El 6 de octubre de 1938 le escribió una carta al presidente Ortiz, en la que señalaba: “Habiendo sido promulgada la Ley que concede una asignación vitalicia a los ex Presidentes y Vicepresidentes de la Nación, cúmpleme dejar constancia al señor Presidente, en su carácter de ‘jefe Supremo de la Nación, que tiene a su cargo la Administración General del País’, de mi decisión irrevocable de no acogerme a los beneficios de dicha Ley”.
“Al adoptar esta actitud sigo íntimas convicciones de mi espíritu. Entregado desde los albores de mi vida a las inquietudes de la Unión Cívica Radical, persiguiendo anhelos de bien público, jamás me puse a meditar, en la larga trayectoria recorrida, acerca de las contingencias adversas o beneficiosas que los acontecimientos podían depararme. No esperaba, pues, esta recompensa, ni la deseo y, al renunciarla, me complace comprobar que estoy de acuerdo con mis sentimientos más arraigados”, siguió.
“Confío en que, Dios mediante, he de poder sobrellevar la vida con mi trabajo, sin acogerme a la ayuda de la República por cuya grandeza he luchado y que, si alguna vez, he recogido amarguras y sinsabores me siento recompensado con crecer por la fortuna de haberlo dado todo por la felicidad de mi Patria. Saludo al Señor Presidente”, concluyó.
Mientras tanto, continuaba participando de los actos partidarios del radicalismo y se lo veía activo en actos y reuniones.

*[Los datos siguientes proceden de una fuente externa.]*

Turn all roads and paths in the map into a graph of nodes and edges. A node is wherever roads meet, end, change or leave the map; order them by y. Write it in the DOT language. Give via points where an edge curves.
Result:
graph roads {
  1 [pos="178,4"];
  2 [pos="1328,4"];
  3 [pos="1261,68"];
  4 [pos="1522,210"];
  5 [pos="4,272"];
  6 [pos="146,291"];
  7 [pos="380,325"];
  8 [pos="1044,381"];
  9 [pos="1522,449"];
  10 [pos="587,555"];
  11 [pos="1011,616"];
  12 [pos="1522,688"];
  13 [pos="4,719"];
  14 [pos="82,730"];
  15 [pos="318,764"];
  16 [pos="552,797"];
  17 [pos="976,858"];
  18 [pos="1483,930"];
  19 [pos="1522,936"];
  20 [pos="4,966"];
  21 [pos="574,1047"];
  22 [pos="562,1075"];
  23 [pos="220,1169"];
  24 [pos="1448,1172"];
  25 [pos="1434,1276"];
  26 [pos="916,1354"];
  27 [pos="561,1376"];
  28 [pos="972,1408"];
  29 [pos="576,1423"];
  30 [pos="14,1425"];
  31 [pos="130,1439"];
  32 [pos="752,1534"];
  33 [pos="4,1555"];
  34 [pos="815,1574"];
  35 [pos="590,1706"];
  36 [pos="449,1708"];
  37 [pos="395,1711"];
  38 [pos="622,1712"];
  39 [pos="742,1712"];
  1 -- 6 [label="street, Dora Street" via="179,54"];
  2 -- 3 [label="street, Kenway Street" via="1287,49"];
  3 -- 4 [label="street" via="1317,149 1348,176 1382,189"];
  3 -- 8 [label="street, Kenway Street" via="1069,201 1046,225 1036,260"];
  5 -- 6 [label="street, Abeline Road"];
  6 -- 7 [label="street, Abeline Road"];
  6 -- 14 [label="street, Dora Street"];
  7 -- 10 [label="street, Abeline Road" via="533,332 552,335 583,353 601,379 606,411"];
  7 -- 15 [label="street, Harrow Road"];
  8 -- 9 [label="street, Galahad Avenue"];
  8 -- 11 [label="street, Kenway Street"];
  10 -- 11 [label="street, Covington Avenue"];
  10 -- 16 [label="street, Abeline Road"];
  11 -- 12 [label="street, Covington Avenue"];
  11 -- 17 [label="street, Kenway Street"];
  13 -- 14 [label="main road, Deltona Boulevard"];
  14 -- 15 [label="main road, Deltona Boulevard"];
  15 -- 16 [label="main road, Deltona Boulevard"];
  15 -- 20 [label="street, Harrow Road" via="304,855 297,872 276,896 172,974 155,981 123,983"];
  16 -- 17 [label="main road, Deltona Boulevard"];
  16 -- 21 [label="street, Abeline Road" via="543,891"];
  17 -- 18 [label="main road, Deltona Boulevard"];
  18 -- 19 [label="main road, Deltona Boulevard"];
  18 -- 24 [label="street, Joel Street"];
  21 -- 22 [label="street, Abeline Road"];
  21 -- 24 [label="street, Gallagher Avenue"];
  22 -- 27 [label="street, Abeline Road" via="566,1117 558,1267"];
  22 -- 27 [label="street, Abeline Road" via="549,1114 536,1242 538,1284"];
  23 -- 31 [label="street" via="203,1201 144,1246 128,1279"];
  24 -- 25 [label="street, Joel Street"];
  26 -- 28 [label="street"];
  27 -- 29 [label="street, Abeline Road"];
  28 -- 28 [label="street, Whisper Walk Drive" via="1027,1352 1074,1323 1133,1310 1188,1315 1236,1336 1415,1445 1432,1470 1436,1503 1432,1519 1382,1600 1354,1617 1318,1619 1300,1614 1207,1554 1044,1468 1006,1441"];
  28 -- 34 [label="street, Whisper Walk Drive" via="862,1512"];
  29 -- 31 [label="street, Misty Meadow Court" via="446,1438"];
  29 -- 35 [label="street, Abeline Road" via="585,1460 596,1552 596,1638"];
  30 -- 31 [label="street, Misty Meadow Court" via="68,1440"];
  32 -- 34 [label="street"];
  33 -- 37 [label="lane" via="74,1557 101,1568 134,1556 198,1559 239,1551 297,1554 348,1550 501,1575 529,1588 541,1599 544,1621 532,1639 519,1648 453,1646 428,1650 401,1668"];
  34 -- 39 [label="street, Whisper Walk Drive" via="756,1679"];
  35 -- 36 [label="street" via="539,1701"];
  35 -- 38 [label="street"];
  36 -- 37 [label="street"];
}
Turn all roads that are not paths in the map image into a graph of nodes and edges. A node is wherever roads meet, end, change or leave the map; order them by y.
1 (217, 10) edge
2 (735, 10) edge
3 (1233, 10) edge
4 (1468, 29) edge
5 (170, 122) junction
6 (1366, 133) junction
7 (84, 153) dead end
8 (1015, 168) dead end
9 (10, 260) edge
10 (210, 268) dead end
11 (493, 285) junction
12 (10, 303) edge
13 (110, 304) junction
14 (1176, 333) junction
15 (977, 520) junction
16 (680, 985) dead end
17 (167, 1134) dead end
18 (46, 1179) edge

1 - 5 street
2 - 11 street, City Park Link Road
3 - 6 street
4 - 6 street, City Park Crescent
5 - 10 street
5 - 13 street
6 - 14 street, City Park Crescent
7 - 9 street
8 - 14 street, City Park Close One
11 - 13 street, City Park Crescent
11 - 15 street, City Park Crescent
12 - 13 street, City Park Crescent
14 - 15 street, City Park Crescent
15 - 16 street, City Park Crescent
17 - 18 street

A comienzos de octubre de 1951 fue operado en el Hospital Italiano. Estuvo internado allí medio año porque no tenía dónde ir a vivir. Falleció el 18 de octubre de 1951 acompañado de unos pocos familiares y amigos. Fue velado en el comité de la UCR y enterrado en el Panteón de los caídos de la Revolución del ’90, junto a su amigo Yrigoyen.
Mientras fue funcionario, decía: “La comunidad nos debe merecer respetos y sacrificios, y cada individuo debe darle lo que pueda de sí”. Hombre de conducta y códigos.